A new wave of US Marines sent to Afghanistan by US President Barack Obama to turn the table on Taliban insurgents is in position and ready for action, the military has said.
About 10,000 fighters of the Second Marine Expeditionary Brigade have arrived in Helmand, an opium-growing southern province where the Taliban have widespread power despite being ousted from government by US-led forces in 2001.
“All the Marines being deployed have now got here,” Lieutenant Abe Sipe, spokesman for the brigade, said on Friday. “Our overall troop number is 10,700, of which 7,000 are at Camp Leatherneck and about 3,000 elsewhere in Helmand. These Marines form the major part of the US troop increase.”
PHOTO: AFP
A total of 17,000 US troops and 4,000 military trainers have been pledged for Afghanistan as part of Obama’s new strategy to defeat the Islamist Taliban, who have been gaining in strength over the past few years.
A Combat Aviation Brigade was the first to deploy, moving into the southern province of Kandahar by the middle of last month. A Stryker Brigade Combat Team is also heading in to complete the fighting reinforcements.
Camp Leatherneck is a collection of tents and cabins that has sprung out of the flat desert of central Helmand to accommodate Marines, who are at the spearhead of what has been dubbed the “Afghanistan surge.”
But the Marines’ commander rejected the surge tag, saying the influx was not an attempt to replicate the successes of the 2007-2008 surge of US troops into Iraq.
“We don’t use the term. It is a word for Iraq,” General Larry Nicholson told reporters in a brief interview. “There is no end date for us here.”
The plan combines the “hard power” of boosted US troop numbers with a major effort to improve the Afghan army and police force, and an emphasis on neighboring Pakistan’s role in region.

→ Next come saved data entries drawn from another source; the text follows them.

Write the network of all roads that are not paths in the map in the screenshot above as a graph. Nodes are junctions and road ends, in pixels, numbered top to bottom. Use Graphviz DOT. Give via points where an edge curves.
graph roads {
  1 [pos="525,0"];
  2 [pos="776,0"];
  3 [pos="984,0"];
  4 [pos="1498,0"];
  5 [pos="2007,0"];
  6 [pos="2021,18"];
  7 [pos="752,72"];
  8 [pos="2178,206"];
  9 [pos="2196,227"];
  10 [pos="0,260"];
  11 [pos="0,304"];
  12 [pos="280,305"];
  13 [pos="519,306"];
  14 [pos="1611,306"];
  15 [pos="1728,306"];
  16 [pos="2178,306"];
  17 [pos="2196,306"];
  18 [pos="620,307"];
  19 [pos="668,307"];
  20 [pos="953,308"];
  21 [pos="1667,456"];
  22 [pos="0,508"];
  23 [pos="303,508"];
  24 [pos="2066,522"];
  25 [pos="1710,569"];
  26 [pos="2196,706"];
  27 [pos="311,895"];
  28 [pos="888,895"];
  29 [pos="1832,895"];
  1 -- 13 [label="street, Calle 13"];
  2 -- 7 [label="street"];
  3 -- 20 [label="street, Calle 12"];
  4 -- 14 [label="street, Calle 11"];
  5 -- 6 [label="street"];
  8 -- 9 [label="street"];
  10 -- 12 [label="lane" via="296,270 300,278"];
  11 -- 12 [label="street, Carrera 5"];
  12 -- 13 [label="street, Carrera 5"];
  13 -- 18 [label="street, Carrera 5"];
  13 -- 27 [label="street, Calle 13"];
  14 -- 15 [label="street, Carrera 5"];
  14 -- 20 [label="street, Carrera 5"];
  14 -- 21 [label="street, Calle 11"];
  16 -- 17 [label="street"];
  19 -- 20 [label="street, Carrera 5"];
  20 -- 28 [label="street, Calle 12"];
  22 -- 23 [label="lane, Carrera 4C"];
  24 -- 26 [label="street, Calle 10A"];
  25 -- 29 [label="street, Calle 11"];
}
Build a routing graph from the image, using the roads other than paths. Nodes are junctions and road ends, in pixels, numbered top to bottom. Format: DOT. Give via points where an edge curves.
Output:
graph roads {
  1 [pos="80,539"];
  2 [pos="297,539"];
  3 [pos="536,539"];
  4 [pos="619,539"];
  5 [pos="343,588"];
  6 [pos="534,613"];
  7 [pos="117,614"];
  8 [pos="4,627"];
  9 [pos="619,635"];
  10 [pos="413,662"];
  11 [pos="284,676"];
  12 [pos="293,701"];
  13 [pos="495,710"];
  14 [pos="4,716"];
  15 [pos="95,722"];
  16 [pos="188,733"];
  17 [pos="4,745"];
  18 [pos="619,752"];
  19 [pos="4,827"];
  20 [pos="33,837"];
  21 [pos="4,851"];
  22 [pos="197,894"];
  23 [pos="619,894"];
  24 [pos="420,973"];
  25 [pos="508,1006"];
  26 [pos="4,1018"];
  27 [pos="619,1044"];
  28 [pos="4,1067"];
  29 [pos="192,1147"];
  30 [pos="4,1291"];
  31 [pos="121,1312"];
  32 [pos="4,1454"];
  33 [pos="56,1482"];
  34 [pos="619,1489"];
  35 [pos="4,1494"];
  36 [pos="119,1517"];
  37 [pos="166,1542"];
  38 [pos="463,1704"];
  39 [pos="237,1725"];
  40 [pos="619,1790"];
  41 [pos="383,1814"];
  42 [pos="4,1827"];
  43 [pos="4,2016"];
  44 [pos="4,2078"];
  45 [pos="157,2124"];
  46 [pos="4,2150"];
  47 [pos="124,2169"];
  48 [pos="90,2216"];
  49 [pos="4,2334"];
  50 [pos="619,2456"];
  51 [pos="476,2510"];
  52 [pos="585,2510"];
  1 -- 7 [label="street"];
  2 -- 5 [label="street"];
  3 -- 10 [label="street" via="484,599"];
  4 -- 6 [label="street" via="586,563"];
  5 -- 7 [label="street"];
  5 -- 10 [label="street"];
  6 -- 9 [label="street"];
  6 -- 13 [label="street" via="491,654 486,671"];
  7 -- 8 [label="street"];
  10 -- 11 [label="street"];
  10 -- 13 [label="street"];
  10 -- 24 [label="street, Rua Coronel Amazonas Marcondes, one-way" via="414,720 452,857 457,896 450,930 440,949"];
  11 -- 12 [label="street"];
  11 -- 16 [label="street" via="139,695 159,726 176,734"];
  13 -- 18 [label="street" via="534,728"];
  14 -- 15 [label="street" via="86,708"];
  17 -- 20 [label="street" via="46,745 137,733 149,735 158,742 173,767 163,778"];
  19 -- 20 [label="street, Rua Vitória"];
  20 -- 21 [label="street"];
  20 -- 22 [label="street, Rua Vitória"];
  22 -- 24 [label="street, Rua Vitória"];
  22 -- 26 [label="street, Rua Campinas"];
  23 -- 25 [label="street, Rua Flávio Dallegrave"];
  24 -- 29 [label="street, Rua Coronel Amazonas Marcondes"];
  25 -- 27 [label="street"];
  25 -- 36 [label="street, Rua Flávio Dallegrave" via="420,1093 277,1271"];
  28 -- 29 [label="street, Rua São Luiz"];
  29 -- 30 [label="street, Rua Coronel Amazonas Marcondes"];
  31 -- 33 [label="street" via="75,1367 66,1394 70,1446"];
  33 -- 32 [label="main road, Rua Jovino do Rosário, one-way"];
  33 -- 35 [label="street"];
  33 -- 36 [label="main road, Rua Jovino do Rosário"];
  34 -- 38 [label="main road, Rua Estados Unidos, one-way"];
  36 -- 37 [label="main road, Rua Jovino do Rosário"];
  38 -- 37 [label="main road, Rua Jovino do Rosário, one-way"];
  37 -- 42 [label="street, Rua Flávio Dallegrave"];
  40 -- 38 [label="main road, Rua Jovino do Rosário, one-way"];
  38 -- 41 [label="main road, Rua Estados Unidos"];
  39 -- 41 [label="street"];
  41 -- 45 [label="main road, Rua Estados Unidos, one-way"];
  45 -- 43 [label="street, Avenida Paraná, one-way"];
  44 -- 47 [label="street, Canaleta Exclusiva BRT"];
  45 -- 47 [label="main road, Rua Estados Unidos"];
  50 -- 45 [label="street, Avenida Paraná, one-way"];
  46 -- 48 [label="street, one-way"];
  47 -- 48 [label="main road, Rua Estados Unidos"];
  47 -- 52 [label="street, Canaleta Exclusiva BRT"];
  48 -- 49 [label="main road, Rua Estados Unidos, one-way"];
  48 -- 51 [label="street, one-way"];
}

The Marines in Helmand are expected to move south in the coming weeks ahead of presidential elections scheduled for Aug. 20.
The Dutch commander for southern Afghanistan said on Thursday that the NATO-led forces were seizing the initiative against insurgents.
Major-General Mart de Kruif, who oversees more than 30,000 international troops, said the force was “now entering a new stage, in which we will have the operational initiatives on our side and maintain it.”
With the influx of US Marines and Army combat troops, “significant operations” would be launched “in a very short time” in Helmand province and the city of Kandahar, he said.
One of the concerns for the military is a feared rise in attacks in the run-up to the presidential elections as the insurgents try to destabilize an internationally funded drive for democracy.
“One of the goals of establishing a presence here is to instill a reality that this province is stable enough to hold meaningful elections,” Sipe said.
But elections were just one factor in the Marines’ battle plan for the summer, he said.
“The overall mission of the brigade here is to secure Helmand province in co-operation with Afghan national security forces,” he said.
Parts of Helmand, which borders Pakistan in the south, are firmly in Taliban hands and the region provides much of the heroin that funds the insurgents.
The international military warned this month that violence in the country, and Helmand in particular, had reached record highs.
NATO’s International Security Assistance Force (ISAF) said insurgent-initiated attacks from January until last month across Afghanistan were about 60 percent higher than those for the same period last year.
And Helmand was “in particular experiencing the highest increase,” an ISAF spokesman said.